(MATERIAL FOR THE TASK Opens)
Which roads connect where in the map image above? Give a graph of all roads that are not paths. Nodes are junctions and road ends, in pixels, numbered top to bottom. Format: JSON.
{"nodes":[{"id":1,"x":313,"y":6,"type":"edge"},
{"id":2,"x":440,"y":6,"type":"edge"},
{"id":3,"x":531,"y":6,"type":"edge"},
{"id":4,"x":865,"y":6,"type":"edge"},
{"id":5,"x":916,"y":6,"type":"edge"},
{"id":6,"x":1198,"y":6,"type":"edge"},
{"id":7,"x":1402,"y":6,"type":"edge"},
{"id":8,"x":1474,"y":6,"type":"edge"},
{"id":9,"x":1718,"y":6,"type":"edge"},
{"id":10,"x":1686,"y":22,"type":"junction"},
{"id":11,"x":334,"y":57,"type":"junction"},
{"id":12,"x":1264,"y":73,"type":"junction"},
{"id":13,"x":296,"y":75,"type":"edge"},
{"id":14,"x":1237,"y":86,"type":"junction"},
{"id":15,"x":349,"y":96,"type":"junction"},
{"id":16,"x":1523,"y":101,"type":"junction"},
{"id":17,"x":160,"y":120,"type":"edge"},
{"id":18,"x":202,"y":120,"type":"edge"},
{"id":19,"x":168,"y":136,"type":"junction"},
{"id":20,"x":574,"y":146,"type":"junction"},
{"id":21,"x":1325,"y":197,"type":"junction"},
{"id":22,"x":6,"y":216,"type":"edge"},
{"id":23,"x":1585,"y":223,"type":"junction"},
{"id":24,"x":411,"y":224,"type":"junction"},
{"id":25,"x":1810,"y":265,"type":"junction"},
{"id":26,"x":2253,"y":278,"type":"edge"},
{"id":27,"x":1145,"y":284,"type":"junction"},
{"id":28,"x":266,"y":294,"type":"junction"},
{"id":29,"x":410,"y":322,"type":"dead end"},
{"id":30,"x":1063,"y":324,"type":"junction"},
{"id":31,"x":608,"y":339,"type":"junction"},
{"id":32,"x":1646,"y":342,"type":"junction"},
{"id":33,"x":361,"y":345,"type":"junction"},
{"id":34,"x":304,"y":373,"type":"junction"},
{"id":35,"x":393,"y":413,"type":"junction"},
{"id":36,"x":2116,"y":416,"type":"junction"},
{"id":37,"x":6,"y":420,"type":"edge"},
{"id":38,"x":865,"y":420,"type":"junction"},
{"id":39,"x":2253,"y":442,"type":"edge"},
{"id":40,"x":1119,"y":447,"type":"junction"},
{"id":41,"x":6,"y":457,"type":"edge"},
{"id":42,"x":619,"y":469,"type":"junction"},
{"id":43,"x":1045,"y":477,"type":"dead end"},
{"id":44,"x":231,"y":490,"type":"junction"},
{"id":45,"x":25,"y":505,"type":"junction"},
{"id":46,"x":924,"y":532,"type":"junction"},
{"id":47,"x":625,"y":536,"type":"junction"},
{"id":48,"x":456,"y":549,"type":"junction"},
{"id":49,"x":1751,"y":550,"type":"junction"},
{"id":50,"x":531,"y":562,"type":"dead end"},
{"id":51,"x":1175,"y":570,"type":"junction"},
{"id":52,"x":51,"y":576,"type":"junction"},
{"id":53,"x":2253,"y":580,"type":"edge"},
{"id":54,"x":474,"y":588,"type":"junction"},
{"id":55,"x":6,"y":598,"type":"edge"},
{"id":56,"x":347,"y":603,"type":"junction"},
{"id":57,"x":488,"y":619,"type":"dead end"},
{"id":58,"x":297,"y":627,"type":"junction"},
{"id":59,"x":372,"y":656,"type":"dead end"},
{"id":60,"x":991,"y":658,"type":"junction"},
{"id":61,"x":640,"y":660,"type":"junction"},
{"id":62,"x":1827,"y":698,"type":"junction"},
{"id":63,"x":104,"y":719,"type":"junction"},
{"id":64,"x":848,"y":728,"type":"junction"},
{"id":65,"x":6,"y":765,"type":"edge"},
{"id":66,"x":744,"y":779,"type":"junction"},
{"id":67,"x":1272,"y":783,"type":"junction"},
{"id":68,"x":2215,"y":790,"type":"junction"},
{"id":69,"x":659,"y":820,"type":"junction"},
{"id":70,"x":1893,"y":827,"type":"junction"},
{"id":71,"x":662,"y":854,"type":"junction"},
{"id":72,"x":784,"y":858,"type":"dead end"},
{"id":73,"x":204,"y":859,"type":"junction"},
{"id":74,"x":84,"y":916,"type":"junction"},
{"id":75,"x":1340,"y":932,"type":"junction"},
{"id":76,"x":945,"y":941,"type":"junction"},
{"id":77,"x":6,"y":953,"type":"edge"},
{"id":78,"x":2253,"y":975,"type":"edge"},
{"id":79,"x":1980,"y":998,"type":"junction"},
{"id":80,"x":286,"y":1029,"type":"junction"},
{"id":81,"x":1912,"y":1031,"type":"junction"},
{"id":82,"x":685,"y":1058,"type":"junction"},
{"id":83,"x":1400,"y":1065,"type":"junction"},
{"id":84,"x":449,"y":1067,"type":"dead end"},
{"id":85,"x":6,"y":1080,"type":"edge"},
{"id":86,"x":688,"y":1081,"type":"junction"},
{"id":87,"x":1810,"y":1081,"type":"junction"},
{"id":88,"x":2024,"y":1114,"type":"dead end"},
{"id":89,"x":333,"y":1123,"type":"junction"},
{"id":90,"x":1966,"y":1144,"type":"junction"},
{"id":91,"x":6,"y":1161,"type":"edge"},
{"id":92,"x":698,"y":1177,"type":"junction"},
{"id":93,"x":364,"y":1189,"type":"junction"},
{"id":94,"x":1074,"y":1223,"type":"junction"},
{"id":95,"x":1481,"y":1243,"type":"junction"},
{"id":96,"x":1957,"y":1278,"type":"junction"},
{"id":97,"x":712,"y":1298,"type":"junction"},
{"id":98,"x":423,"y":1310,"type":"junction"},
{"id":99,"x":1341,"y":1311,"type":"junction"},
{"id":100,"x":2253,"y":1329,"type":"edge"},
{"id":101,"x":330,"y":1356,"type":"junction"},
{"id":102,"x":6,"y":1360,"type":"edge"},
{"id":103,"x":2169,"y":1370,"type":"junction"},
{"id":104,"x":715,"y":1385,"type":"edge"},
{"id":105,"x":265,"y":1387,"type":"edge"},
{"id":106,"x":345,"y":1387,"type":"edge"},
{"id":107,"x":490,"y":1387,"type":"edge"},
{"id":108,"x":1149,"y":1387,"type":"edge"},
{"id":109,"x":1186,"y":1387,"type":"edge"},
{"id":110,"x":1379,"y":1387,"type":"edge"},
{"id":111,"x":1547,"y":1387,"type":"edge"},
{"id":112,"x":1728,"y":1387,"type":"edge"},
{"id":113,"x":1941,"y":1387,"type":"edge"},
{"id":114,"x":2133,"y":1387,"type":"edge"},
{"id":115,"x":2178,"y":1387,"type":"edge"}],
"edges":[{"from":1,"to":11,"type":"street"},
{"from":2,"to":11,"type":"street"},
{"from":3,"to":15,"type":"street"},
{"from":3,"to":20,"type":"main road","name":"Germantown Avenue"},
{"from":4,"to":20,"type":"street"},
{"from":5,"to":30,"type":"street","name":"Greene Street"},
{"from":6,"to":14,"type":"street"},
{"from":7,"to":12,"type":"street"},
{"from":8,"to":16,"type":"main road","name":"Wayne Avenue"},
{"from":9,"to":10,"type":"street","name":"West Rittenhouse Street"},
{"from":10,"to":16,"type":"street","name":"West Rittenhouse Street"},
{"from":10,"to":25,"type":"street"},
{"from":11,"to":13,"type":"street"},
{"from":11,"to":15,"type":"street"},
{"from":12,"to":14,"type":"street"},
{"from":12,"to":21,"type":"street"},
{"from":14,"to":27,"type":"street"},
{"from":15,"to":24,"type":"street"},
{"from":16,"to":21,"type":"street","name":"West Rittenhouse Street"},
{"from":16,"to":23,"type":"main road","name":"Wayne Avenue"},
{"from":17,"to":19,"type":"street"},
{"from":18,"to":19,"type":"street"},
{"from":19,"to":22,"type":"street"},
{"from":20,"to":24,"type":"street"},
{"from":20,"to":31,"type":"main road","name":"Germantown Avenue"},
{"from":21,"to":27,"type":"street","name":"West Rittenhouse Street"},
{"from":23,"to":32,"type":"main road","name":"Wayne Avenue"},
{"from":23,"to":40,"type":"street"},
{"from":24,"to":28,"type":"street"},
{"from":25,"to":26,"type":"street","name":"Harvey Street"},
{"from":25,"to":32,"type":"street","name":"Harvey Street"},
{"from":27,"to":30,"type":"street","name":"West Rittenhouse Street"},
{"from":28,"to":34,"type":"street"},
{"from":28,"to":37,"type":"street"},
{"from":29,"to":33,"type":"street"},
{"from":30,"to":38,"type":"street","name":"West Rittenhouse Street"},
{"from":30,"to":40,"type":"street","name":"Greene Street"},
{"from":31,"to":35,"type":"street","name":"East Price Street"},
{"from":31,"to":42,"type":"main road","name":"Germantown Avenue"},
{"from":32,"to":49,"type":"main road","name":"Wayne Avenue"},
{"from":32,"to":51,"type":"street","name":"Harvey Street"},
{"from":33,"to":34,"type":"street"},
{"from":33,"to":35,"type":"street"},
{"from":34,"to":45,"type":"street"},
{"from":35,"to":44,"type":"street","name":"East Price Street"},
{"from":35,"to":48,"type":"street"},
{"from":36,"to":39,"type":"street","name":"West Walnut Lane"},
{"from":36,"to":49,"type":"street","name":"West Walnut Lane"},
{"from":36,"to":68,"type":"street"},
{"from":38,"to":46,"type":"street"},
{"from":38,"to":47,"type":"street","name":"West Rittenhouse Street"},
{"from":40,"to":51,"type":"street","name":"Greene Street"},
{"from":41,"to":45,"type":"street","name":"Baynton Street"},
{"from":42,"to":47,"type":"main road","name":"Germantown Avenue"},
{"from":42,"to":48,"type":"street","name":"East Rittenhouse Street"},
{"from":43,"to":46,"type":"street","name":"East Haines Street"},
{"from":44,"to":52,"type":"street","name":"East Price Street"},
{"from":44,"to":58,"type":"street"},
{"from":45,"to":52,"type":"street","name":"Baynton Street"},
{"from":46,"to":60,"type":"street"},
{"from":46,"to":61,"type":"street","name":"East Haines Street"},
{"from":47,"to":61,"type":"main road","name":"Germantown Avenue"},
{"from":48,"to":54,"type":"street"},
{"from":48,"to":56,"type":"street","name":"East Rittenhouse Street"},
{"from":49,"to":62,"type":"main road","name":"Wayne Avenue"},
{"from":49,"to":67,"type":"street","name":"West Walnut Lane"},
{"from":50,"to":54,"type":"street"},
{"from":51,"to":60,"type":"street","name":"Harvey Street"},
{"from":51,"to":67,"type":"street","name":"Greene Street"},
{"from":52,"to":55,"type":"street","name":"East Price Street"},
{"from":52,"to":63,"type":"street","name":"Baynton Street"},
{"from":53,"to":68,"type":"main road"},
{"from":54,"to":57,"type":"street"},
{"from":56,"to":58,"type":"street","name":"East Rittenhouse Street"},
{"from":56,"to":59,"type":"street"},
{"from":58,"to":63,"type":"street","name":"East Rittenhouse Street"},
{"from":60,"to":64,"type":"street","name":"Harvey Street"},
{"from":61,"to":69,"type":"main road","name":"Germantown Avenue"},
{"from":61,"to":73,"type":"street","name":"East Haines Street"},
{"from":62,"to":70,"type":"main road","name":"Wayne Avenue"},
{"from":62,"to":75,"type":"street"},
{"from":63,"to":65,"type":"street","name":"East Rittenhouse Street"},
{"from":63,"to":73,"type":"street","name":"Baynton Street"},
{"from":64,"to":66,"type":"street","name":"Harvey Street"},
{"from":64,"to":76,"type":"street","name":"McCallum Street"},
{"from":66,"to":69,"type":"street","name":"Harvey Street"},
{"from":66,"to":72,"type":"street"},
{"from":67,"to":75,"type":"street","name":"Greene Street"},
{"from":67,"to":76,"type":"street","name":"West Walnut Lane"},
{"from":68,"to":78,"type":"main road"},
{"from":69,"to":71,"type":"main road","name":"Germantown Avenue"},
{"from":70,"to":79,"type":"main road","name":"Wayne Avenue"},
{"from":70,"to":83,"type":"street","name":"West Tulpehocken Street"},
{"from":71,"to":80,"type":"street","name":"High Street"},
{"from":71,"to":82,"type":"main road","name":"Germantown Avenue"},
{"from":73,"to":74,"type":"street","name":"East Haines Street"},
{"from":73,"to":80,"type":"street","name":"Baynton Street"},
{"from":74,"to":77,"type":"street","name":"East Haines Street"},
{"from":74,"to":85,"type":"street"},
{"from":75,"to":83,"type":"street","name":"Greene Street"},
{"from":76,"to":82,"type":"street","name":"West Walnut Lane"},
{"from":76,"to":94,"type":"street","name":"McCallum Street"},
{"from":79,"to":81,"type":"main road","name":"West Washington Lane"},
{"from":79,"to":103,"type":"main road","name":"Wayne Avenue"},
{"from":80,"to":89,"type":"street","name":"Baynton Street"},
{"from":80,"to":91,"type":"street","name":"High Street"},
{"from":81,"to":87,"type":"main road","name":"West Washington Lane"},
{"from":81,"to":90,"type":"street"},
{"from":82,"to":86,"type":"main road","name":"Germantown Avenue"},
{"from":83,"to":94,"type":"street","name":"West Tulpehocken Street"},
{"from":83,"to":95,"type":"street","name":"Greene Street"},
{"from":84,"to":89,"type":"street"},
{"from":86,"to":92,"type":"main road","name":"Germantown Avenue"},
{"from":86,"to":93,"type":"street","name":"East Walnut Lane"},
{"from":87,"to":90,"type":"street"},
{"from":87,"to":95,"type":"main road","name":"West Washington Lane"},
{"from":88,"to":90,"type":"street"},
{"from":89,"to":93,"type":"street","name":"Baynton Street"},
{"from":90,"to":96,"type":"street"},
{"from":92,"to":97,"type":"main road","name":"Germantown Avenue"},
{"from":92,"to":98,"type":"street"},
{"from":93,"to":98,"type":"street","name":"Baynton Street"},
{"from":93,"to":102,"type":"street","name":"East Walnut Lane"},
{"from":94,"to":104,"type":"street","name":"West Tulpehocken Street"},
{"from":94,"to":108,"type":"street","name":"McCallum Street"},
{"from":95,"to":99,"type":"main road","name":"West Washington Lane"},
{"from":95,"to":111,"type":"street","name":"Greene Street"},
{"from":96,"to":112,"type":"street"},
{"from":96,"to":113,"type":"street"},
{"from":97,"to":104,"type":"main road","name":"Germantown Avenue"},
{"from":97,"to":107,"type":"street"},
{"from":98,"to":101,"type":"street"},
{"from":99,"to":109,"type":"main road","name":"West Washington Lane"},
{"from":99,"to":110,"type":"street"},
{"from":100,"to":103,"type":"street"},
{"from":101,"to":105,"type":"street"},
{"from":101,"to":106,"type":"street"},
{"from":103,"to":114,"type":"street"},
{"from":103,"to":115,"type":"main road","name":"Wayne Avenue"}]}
(MATERIAL FOR THE TASK Closes)
Select all lines in the listing above where the word "Rittenhouse" appears, and show them.

EXERCISE RESPONSE:
{"from":9,"to":10,"type":"street","name":"West Rittenhouse Street"},
{"from":10,"to":16,"type":"street","name":"West Rittenhouse Street"},
{"from":16,"to":21,"type":"street","name":"West Rittenhouse Street"},
{"from":21,"to":27,"type":"street","name":"West Rittenhouse Street"},
{"from":27,"to":30,"type":"street","name":"West Rittenhouse Street"},
{"from":30,"to":38,"type":"street","name":"West Rittenhouse Street"},
{"from":38,"to":47,"type":"street","name":"West Rittenhouse Street"},
{"from":42,"to":48,"type":"street","name":"East Rittenhouse Street"},
{"from":48,"to":56,"type":"street","name":"East Rittenhouse Street"},
{"from":56,"to":58,"type":"street","name":"East Rittenhouse Street"},
{"from":58,"to":63,"type":"street","name":"East Rittenhouse Street"},
{"from":63,"to":65,"type":"street","name":"East Rittenhouse Street"},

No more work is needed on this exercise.